Introduction: Inflammation may play a central role in delayed cerebral ischemia after aneurysmal subarachnoid hemorrhage (aSAH). Prostaglandins are inflammatory mediators that are elevated in aSAH and are synthesized by cyclooxygenase-2 (Cox-2). Celecoxib is a selective Cox-2 inhibitor with anti-inflammatory effects and good central nervous system penetration. In a mouse model of SAH, Cox-2 gene expression was found to be up-regulated in brain endothelial cells and celecoxib was found to limit Cox-2 up-regulation. We sought to evaluate the safety of celecoxib in patients with aSAH for future clinical studies. Methods: We used a matched case-control study to evaluate safety of celecoxib in aSAH patients. Our prospectively collected aSAH database (N=230) was retrospectively reviewed from 1/2010 - 2/2020. Celecoxib cases (N=13) and controls (N=217) were matched by closest Euclidean distance based on age and Glasgow Coma Scale (Figure 1). Each case was matched with 4 controls to maximize power based on closest Euclidean distance.
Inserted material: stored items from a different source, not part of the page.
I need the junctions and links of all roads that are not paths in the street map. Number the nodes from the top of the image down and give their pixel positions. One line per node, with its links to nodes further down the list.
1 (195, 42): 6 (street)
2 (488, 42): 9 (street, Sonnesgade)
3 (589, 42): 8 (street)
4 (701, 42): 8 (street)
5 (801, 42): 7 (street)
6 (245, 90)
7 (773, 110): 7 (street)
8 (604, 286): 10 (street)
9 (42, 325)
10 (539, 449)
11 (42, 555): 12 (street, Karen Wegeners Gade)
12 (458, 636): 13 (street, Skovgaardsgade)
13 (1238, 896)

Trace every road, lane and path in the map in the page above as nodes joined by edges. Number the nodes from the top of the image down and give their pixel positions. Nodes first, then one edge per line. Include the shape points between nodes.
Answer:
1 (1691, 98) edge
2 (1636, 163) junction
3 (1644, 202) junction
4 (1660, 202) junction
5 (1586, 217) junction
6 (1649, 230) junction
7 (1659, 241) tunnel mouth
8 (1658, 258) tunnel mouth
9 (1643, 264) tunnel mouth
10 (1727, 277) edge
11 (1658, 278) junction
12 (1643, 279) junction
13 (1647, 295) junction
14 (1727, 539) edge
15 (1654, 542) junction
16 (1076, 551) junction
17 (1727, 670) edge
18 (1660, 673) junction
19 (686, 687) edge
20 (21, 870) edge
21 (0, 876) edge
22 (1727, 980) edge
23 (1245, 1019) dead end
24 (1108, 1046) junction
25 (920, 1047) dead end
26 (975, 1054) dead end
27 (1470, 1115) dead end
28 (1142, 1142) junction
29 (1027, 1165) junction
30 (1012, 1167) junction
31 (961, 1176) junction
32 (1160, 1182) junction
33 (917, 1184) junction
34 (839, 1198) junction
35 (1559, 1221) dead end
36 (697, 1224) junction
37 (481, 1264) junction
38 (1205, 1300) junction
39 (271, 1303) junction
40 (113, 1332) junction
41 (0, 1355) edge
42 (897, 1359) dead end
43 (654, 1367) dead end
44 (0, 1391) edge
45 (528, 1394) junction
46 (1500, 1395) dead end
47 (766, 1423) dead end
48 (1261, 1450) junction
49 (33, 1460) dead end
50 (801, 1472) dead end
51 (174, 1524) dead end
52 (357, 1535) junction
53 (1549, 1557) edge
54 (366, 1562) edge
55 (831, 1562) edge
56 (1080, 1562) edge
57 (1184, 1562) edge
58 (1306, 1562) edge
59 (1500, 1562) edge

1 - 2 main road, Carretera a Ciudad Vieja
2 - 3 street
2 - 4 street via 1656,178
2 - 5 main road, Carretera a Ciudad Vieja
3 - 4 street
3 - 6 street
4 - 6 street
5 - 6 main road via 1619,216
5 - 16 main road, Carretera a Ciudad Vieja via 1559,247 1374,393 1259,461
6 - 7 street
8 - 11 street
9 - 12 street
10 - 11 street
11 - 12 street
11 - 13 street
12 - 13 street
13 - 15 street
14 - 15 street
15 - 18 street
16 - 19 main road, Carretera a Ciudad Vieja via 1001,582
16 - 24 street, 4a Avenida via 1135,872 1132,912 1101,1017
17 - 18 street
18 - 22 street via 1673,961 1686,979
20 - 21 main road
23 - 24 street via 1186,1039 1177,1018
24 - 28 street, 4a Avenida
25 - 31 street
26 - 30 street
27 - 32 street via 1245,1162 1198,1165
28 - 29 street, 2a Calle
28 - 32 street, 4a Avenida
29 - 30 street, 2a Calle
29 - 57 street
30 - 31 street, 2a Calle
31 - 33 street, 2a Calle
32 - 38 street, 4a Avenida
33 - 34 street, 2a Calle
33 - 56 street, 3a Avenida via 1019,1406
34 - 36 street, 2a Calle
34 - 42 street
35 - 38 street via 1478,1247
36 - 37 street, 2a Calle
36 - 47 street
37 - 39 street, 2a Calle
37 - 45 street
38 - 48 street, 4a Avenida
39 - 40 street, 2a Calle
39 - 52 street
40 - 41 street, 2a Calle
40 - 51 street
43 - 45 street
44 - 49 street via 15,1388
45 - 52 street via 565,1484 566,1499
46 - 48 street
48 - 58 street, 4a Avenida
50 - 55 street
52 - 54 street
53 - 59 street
Baseline characteristics for cases and controls were compared using a t-test or signed rank test for pairs. Categorical variables were compared using McNemar’s test for discordant pairs. A p value ≤.05 was considered significant for all univariate testing. Results are listed in Table 1. Discussion: No adverse events were associated with celecoxib use. At our center, celecoxib was primarily used in high grade aSAH for fever or headache. Maximum and mean temperature are statistically higher in the celecoxib group, consistent with the treatment indication. There were no differences in vasospasm prevalence, although our analysis is limited by sample size. Given the favorable safety profile, ease of drug availability, and plausible mechanism of therapeutic effect, celecoxib warrants further study in aSAH.